During sedoanelgesia, the aimed sedation level may exceed and progress to deeper sedation, even general anaesthesia and respiratory and cardiac depression may occur. Thus, modified Aldrete sedation scoring is useful to evaluate level of sedation during and after the procedure (Table 2.3). The patient can be discharged if has an Aldrete score of 9 or more.
Table 2.3
Aldrete scoring (modified)
Modified aldrete score | 2 | 1 | 0 |
---|---|---|---|
Respiration | Able to breathe deeply and cough freely | Dyspnoea or limited breathing | Apnoeic |
O2 Saturation | SpO2 > 92 % on room air | Needs O2 supplementation to maintain SpO2 > 90 | SpO2 < 90 % on O2 support |
Consciousness | Fully awake | Arousable on calling | No response |
Circulation | B/P ± 20 % of preanesthetic level | B/P ± 20–50 % of preanesthetic level | B/P ± 50 % of preanesthetic level |
Activity | Able to move 4 extremities voluntarily or on command | Able to move 2 extremities voluntarily or on command | Able to move 0 extremities voluntarily or on command |
The preferred sedoanelgesic drug depends on experience of anaesthesiologist, medical history and physical condition (ASA score) of patient and type of procedure planned.
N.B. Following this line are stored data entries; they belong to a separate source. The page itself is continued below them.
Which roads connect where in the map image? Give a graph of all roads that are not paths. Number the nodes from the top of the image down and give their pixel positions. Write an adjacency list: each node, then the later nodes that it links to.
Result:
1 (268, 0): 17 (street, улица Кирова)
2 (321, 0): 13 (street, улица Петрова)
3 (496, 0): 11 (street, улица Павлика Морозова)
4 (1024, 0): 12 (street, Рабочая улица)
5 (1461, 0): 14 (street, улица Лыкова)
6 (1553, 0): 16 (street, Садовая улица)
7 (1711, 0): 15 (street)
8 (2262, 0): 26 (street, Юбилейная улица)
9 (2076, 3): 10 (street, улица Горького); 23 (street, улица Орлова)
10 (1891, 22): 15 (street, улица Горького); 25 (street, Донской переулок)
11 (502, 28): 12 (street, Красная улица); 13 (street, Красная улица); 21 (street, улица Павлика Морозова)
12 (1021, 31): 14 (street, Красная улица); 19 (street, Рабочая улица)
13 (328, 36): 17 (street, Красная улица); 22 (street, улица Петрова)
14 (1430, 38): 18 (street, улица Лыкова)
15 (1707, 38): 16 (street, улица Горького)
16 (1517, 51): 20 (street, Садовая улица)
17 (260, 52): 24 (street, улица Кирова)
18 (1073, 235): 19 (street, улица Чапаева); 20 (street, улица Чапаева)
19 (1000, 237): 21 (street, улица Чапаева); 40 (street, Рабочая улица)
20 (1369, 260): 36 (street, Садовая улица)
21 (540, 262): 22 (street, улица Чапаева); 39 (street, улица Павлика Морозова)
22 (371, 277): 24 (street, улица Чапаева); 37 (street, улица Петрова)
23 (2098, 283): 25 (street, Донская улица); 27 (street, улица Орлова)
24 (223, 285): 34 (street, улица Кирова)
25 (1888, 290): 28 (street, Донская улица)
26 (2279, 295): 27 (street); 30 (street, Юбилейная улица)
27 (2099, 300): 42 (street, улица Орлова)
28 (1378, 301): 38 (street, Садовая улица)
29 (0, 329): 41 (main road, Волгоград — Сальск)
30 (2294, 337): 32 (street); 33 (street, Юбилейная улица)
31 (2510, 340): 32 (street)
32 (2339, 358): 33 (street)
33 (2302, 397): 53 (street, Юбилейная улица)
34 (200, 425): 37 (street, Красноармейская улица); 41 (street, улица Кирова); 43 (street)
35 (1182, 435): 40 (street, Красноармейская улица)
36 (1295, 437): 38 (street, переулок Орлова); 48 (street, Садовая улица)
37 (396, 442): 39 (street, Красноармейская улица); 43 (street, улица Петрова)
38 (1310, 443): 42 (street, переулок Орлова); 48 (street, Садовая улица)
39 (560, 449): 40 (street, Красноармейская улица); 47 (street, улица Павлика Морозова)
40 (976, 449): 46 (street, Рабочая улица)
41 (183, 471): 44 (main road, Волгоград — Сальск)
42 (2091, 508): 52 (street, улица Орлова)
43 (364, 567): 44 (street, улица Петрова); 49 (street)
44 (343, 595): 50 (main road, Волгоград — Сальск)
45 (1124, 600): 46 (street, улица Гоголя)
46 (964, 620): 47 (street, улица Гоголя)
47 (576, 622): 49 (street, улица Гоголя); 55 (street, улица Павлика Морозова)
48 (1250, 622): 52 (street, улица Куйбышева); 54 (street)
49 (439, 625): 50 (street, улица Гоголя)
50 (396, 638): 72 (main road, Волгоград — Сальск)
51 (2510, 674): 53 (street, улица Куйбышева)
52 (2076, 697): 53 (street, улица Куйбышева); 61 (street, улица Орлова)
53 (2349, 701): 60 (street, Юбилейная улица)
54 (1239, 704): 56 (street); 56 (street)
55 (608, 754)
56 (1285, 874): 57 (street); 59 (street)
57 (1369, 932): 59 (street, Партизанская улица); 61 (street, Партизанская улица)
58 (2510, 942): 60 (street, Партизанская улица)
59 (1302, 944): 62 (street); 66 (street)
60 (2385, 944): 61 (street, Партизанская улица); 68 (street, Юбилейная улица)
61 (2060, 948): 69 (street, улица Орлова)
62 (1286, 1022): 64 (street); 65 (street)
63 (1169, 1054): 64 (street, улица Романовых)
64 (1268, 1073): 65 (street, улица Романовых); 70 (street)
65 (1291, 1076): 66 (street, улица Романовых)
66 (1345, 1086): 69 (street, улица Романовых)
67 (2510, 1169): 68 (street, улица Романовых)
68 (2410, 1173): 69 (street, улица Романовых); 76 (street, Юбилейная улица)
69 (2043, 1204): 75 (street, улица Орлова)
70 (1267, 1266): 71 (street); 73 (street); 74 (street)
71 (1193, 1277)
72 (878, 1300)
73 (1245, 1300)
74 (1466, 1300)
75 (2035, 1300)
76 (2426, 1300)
Anaesthesiologist should choose sedation technique, drugs and their way of application individually according to health status of the patient and procedure. Therefore, pharmacologic properties and application way of each drug are not mentioned here (Table 2.2). It is clear that combining a sedative drug with an opioid one results in moderate to deep sedation. But, it must be remembered that drug combinations may cause severe side effects, respiratory depression and hypoxemia. Oxygenation of the patient during moderate and deep sedation reduces these risks.